** Opening STUDY MATERIAL block **
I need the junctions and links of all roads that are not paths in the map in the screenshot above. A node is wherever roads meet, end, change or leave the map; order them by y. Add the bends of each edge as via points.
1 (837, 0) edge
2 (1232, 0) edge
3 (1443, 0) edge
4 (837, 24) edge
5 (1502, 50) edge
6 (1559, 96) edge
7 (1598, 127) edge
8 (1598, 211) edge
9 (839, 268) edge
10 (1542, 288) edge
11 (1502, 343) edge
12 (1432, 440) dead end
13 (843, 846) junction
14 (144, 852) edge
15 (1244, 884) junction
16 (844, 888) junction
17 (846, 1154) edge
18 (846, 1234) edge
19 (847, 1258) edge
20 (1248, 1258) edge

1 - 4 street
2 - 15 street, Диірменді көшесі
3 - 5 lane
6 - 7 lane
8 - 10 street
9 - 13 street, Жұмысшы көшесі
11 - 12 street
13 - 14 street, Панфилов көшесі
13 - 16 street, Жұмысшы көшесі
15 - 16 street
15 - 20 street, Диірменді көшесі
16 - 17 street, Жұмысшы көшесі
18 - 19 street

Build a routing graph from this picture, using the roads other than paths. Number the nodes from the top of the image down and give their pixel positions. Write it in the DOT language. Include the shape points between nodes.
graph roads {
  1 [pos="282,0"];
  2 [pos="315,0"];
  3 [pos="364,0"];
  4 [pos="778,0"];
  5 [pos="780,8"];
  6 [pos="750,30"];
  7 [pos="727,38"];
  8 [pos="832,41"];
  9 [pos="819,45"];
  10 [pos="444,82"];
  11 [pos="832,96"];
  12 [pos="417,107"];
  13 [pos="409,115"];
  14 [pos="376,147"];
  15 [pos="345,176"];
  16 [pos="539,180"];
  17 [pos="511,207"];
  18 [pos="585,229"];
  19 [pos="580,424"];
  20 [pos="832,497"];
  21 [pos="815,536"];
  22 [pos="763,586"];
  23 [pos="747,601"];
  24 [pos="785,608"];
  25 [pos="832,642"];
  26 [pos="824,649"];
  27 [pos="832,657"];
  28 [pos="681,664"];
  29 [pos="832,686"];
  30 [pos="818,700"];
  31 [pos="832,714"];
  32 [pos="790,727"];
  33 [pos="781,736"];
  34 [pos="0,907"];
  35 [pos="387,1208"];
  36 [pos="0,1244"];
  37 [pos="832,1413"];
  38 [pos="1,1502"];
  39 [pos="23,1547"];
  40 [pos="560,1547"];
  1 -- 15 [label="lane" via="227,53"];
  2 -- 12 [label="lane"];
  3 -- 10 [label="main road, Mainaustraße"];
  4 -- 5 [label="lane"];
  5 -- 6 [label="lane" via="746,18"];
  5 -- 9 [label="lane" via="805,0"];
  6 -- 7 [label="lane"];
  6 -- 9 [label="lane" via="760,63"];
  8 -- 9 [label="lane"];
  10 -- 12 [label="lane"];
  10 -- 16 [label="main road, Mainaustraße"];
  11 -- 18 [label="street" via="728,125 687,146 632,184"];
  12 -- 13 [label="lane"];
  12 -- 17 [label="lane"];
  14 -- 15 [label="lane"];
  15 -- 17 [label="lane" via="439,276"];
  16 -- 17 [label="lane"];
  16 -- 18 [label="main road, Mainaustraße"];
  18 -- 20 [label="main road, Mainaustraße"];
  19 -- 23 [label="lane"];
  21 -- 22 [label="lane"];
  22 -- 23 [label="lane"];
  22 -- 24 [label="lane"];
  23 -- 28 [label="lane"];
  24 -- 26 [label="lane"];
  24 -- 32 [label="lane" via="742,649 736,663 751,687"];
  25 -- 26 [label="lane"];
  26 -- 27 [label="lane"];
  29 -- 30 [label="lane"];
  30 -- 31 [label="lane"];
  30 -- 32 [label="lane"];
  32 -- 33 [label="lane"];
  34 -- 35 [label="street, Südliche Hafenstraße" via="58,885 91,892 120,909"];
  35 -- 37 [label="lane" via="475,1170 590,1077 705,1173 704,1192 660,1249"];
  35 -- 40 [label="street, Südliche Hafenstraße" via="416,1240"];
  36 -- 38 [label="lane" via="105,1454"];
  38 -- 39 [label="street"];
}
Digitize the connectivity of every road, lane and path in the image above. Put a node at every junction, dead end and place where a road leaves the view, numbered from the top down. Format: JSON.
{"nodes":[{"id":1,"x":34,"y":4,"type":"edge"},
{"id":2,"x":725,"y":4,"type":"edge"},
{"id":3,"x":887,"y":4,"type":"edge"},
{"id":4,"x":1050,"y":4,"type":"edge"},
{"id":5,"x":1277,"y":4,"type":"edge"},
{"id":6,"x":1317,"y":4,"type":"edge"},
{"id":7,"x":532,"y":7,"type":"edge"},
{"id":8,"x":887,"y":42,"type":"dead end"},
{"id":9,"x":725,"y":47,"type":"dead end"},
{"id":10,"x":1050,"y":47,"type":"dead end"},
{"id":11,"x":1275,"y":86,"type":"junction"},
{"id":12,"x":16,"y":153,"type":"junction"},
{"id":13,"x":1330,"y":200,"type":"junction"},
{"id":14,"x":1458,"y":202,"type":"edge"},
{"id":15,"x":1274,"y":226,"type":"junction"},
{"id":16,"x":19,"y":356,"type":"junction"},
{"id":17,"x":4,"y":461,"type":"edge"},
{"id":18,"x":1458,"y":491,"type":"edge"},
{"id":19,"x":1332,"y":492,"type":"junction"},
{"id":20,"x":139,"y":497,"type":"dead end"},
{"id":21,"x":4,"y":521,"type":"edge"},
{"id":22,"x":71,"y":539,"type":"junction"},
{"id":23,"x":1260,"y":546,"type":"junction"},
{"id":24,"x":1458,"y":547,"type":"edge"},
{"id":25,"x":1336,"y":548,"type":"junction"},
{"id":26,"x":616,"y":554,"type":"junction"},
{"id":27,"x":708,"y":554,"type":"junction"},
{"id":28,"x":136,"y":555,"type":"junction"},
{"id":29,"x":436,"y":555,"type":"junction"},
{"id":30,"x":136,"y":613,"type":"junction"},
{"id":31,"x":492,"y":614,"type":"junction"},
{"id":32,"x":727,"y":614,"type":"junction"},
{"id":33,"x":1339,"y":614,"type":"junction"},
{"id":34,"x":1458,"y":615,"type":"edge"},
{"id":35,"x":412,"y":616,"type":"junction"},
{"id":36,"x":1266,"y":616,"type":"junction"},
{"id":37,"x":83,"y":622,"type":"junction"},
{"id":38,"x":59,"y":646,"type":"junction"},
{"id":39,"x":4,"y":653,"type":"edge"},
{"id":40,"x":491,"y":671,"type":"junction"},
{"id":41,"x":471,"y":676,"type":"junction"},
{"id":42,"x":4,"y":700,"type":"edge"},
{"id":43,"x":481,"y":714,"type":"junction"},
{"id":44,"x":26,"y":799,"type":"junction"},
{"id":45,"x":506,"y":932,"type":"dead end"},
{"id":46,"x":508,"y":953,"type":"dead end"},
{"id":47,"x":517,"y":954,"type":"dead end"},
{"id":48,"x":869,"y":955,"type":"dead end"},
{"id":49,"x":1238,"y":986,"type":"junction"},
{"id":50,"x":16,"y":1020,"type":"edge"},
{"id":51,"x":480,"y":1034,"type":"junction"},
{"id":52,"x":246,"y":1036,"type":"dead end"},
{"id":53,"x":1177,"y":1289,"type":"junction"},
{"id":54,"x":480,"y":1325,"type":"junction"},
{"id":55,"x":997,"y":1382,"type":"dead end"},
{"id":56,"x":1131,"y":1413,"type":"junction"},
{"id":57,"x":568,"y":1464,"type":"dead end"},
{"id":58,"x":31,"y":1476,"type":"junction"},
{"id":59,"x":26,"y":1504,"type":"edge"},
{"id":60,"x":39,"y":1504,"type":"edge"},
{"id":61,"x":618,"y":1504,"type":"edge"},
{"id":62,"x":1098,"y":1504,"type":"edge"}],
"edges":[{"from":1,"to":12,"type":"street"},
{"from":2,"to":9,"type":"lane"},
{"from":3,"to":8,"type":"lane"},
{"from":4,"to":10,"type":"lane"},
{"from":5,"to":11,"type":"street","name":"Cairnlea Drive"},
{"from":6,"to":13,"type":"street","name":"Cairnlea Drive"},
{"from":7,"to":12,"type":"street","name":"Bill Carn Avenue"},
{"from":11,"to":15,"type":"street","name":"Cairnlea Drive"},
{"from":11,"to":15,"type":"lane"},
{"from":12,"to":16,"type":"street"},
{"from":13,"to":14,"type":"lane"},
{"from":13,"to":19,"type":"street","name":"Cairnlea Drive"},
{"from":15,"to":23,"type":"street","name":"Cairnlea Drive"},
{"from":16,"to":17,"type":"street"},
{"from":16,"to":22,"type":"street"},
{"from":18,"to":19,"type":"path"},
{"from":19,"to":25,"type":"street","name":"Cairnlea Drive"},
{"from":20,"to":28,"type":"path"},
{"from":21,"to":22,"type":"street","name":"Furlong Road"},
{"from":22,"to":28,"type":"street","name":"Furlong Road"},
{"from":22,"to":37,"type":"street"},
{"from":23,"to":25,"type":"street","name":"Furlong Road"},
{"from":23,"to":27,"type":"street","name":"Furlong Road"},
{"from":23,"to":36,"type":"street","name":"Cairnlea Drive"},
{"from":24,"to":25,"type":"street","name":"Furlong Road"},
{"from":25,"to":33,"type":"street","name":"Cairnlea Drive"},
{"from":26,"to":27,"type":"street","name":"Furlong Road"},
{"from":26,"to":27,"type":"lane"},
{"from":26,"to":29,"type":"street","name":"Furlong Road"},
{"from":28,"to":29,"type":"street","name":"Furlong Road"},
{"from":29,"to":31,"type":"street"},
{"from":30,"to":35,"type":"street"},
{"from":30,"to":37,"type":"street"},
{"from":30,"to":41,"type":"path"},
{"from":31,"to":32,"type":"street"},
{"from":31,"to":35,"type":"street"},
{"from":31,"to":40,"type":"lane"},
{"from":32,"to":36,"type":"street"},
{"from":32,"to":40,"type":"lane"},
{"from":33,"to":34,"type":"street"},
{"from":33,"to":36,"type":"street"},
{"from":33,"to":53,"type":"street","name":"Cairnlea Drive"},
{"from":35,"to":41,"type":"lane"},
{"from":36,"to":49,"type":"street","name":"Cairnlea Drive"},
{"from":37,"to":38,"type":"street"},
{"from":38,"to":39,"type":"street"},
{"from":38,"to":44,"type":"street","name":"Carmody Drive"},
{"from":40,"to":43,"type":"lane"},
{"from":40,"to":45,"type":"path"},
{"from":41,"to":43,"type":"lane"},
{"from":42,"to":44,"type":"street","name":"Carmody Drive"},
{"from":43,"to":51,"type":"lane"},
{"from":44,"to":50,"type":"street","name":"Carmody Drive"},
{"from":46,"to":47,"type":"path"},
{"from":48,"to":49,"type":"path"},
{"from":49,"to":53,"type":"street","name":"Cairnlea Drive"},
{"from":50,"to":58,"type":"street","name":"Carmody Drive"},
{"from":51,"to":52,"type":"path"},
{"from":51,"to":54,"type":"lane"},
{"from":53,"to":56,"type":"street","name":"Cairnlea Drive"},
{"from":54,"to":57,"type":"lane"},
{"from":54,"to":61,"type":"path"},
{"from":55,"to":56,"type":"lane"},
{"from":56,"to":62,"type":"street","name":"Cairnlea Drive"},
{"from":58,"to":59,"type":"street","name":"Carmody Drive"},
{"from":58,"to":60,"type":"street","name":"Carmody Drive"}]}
** Closing STUDY MATERIAL block **
[HOW TO COMPLETE THIS TASK]
Read the records above. Show each line that has the string "Mainaustraße".

[FINISHED EXERCISE]
  3 -- 10 [label="main road, Mainaustraße"];
  10 -- 16 [label="main road, Mainaustraße"];
  16 -- 18 [label="main road, Mainaustraße"];
  18 -- 20 [label="main road, Mainaustraße"];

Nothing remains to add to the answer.